**Exercise requirements**:
Show every line in the records below that contains the word "Folkungagatan".

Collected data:
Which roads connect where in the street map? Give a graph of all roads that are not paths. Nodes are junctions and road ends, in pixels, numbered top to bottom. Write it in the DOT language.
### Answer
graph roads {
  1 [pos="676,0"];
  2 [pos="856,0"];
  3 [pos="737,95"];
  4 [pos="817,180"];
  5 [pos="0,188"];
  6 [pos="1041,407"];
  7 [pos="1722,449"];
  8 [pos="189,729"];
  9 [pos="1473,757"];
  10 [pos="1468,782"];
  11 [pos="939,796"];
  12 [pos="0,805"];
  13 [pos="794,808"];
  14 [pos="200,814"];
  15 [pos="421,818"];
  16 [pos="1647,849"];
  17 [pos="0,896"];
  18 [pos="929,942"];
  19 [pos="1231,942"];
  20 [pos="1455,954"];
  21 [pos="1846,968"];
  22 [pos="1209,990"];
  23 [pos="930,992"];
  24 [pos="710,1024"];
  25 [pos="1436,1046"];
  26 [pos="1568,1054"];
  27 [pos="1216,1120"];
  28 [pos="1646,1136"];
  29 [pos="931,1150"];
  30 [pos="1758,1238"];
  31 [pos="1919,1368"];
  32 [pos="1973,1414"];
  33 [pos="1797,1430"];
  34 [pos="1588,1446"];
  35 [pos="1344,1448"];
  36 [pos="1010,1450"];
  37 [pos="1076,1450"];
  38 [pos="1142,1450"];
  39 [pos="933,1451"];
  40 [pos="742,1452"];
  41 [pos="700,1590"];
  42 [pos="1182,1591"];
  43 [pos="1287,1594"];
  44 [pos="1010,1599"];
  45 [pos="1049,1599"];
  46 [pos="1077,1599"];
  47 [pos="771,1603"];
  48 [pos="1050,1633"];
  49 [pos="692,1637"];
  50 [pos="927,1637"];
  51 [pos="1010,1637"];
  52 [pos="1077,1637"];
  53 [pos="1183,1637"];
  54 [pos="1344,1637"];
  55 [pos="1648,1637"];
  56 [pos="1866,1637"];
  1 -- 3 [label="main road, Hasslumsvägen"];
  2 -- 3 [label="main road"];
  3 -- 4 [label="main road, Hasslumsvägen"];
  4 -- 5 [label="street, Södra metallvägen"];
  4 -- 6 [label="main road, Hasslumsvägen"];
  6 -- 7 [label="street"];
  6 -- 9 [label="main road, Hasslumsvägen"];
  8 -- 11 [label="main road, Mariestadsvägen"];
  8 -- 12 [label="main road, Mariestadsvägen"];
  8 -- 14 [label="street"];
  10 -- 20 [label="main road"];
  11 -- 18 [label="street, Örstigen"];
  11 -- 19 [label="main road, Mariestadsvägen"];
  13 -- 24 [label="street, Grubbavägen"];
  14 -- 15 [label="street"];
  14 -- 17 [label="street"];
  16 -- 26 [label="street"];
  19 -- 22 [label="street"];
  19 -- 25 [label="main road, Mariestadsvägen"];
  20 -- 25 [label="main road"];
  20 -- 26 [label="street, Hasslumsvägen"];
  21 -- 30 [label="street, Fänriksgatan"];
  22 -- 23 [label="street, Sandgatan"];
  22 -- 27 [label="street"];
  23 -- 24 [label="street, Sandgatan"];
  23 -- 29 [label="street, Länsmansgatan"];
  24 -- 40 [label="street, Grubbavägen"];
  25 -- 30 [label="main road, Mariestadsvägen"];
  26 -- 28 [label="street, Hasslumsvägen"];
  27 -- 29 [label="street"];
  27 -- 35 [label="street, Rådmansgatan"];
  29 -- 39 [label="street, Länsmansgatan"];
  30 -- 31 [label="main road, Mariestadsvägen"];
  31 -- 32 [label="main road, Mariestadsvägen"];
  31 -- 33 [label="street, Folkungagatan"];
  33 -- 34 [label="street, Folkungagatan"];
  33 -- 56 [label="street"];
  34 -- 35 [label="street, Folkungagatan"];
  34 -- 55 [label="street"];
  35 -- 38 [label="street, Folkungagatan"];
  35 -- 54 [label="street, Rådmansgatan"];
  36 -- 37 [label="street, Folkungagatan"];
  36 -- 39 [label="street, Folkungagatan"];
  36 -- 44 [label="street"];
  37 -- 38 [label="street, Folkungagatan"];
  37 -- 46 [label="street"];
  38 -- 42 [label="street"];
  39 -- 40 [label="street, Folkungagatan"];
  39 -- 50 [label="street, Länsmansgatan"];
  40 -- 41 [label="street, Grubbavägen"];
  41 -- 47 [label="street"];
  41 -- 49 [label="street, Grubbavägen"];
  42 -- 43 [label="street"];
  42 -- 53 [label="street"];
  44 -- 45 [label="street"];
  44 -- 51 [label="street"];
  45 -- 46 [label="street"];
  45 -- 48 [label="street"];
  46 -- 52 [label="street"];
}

**Exercise result**:
  31 -- 33 [label="street, Folkungagatan"];
  33 -- 34 [label="street, Folkungagatan"];
  34 -- 35 [label="street, Folkungagatan"];
  35 -- 38 [label="street, Folkungagatan"];
  36 -- 37 [label="street, Folkungagatan"];
  36 -- 39 [label="street, Folkungagatan"];
  37 -- 38 [label="street, Folkungagatan"];
  39 -- 40 [label="street, Folkungagatan"];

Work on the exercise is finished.